Brief
The copy you return must match the listing word for word and carry no pictures.

The input: Begin

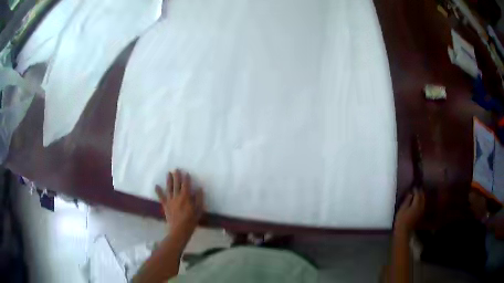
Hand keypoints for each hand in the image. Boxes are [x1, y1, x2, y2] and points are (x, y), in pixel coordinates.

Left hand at [155, 170, 203, 234]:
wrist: (179, 229)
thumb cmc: (191, 220)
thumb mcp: (199, 210)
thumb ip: (199, 199)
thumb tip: (199, 189)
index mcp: (186, 197)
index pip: (186, 185)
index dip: (186, 178)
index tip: (186, 173)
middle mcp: (177, 196)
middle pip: (177, 184)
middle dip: (177, 176)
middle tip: (176, 169)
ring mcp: (170, 200)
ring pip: (169, 188)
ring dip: (169, 180)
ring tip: (168, 173)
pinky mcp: (165, 205)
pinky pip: (161, 197)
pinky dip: (158, 191)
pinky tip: (156, 186)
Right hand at [394, 189, 424, 236]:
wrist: (403, 231)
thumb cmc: (401, 219)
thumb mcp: (402, 208)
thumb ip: (407, 200)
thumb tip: (411, 193)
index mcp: (417, 204)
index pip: (418, 193)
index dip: (415, 189)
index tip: (413, 186)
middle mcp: (421, 206)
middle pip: (422, 196)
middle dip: (420, 192)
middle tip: (416, 189)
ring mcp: (421, 211)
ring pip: (423, 201)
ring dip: (421, 196)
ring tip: (417, 194)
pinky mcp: (420, 215)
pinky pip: (422, 205)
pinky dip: (421, 202)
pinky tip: (418, 202)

The input: End

Written solution
Hand keypoints for each hand in the image. Boxes are [x1, y1, x2, y2] and points are (x, y), in pixel coordinates.

Left hand at [155, 170, 203, 234]:
wrist: (179, 229)
thumb cmc: (191, 220)
thumb mcp: (199, 210)
thumb ip: (199, 199)
thumb tip: (199, 189)
index mcp: (186, 197)
index pip: (186, 185)
index dip: (186, 178)
index tip: (186, 173)
middle mcp: (177, 196)
middle pip: (177, 184)
middle dip: (177, 176)
middle tip: (176, 169)
ring mcp: (170, 200)
ring pip: (169, 188)
ring dip: (169, 180)
ring tip: (168, 173)
pinky mcp: (165, 205)
pinky pip: (161, 197)
pinky dip: (158, 191)
pinky tip: (156, 186)
Right hand at [394, 189, 424, 236]:
wrist: (403, 231)
thumb cmc: (401, 219)
thumb mcp: (402, 208)
thumb ip: (407, 200)
thumb tip: (411, 193)
index mcp: (417, 204)
index pip: (418, 193)
index dip: (415, 189)
index tip: (413, 186)
middle mcp: (421, 206)
middle pip: (422, 196)
middle dip: (420, 192)
middle tip: (416, 189)
ring mcp: (421, 211)
ring pip: (423, 201)
ring dip: (421, 196)
ring tip: (417, 194)
pinky mcp: (420, 215)
pinky pip: (422, 205)
pinky dip: (421, 202)
pinky tip: (418, 202)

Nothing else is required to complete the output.